Problem requirements
A word-for-word copy of the entries is needed, and it should contain no images.

Dataset records
————————
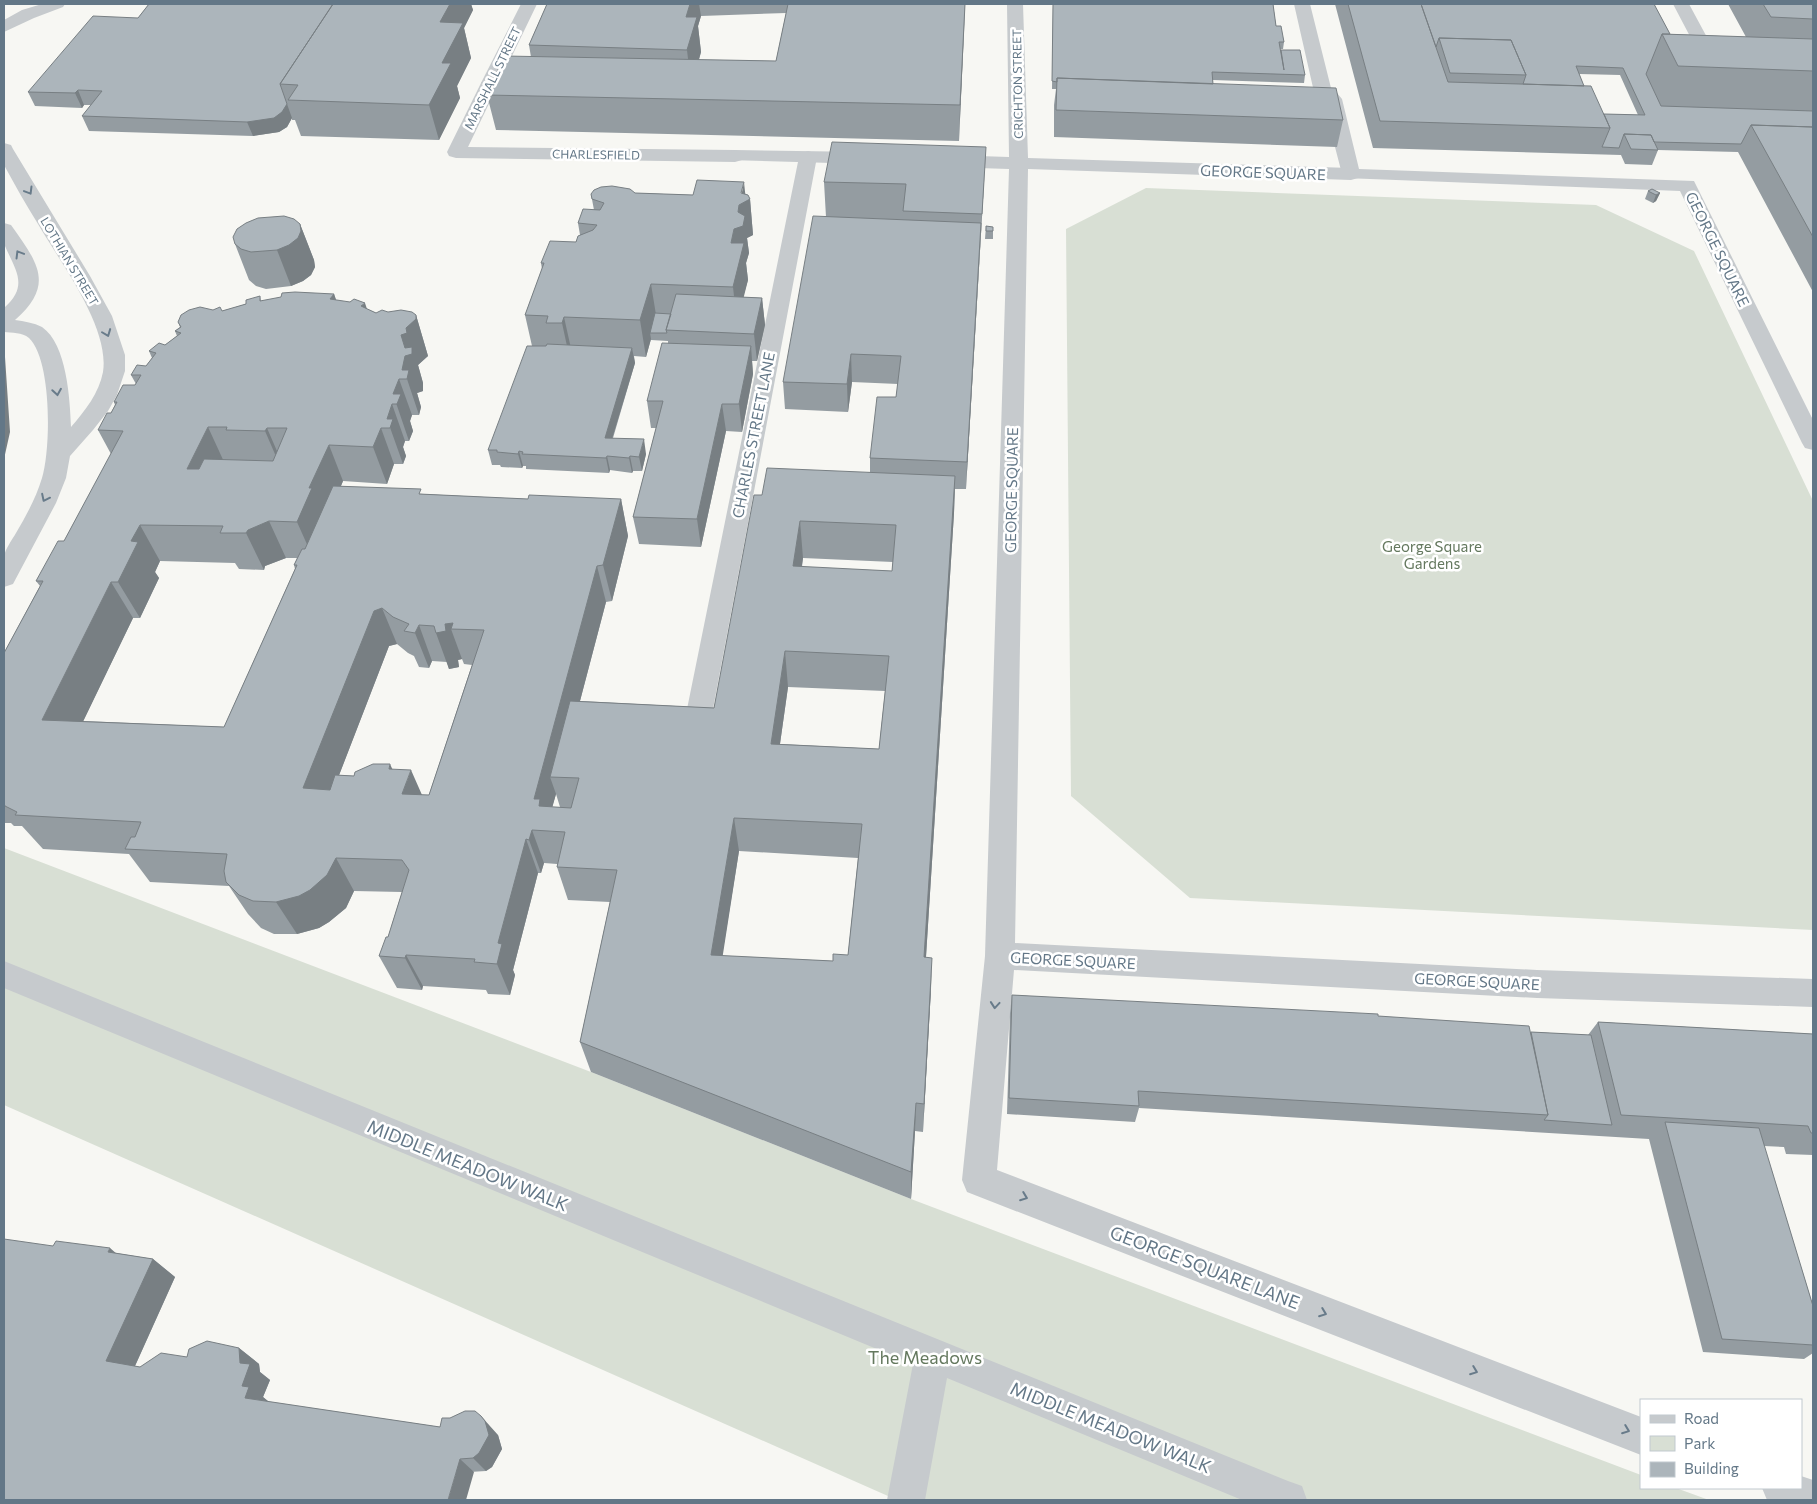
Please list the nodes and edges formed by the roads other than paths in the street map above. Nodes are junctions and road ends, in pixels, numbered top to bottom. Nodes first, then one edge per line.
1 (56, 4) edge
2 (529, 4) edge
3 (1015, 4) edge
4 (1302, 4) edge
5 (1681, 4) edge
6 (4, 27) edge
7 (1739, 60) edge
8 (4, 150) edge
9 (456, 152) joint
10 (808, 157) junction
11 (885, 159) edge
12 (932, 160) edge
13 (1019, 164) junction
14 (1351, 174) junction
15 (4, 229) edge
16 (4, 319) edge
17 (4, 326) edge
18 (1813, 442) edge
19 (60, 452) junction
20 (4, 578) edge
21 (699, 714) edge
22 (1000, 956) junction
23 (4, 974) edge
24 (1813, 993) edge
25 (933, 1355) junction
26 (1640, 1436) edge
27 (1784, 1489) edge
28 (1813, 1499) edge
29 (906, 1500) edge
30 (1288, 1500) edge

1 - 6 street
2 - 9 street, MARSHALL STREET
3 - 13 street, CRICHTON STREET
4 - 14 street
5 - 7 street
8 -> 19 street, LOTHIAN STREET
9 - 10 street, CHARLESFIELD
10 - 11 street, CHARLESFIELD
10 - 21 street, CHARLES STREET LANE
12 - 13 street
13 - 14 street, GEORGE SQUARE
13 - 22 street, GEORGE SQUARE
14 - 18 street, GEORGE SQUARE
16 -> 15 street
17 -> 19 street
19 -> 20 street
22 - 24 street, GEORGE SQUARE
22 -> 26 street, GEORGE SQUARE LANE
23 - 25 street, MIDDLE MEADOW WALK
25 - 29 street
25 - 30 street, MIDDLE MEADOW WALK
27 - 28 street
————————
The completed task
Please list the nodes and edges formed by the roads other than paths in the street map above. Nodes are junctions and road ends, in pixels, numbered top to bottom. Nodes first, then one edge per line.
1 (56, 4) edge
2 (529, 4) edge
3 (1015, 4) edge
4 (1302, 4) edge
5 (1681, 4) edge
6 (4, 27) edge
7 (1739, 60) edge
8 (4, 150) edge
9 (456, 152) joint
10 (808, 157) junction
11 (885, 159) edge
12 (932, 160) edge
13 (1019, 164) junction
14 (1351, 174) junction
15 (4, 229) edge
16 (4, 319) edge
17 (4, 326) edge
18 (1813, 442) edge
19 (60, 452) junction
20 (4, 578) edge
21 (699, 714) edge
22 (1000, 956) junction
23 (4, 974) edge
24 (1813, 993) edge
25 (933, 1355) junction
26 (1640, 1436) edge
27 (1784, 1489) edge
28 (1813, 1499) edge
29 (906, 1500) edge
30 (1288, 1500) edge

1 - 6 street
2 - 9 street, MARSHALL STREET
3 - 13 street, CRICHTON STREET
4 - 14 street
5 - 7 street
8 -> 19 street, LOTHIAN STREET
9 - 10 street, CHARLESFIELD
10 - 11 street, CHARLESFIELD
10 - 21 street, CHARLES STREET LANE
12 - 13 street
13 - 14 street, GEORGE SQUARE
13 - 22 street, GEORGE SQUARE
14 - 18 street, GEORGE SQUARE
16 -> 15 street
17 -> 19 street
19 -> 20 street
22 - 24 street, GEORGE SQUARE
22 -> 26 street, GEORGE SQUARE LANE
23 - 25 street, MIDDLE MEADOW WALK
25 - 29 street
25 - 30 street, MIDDLE MEADOW WALK
27 - 28 street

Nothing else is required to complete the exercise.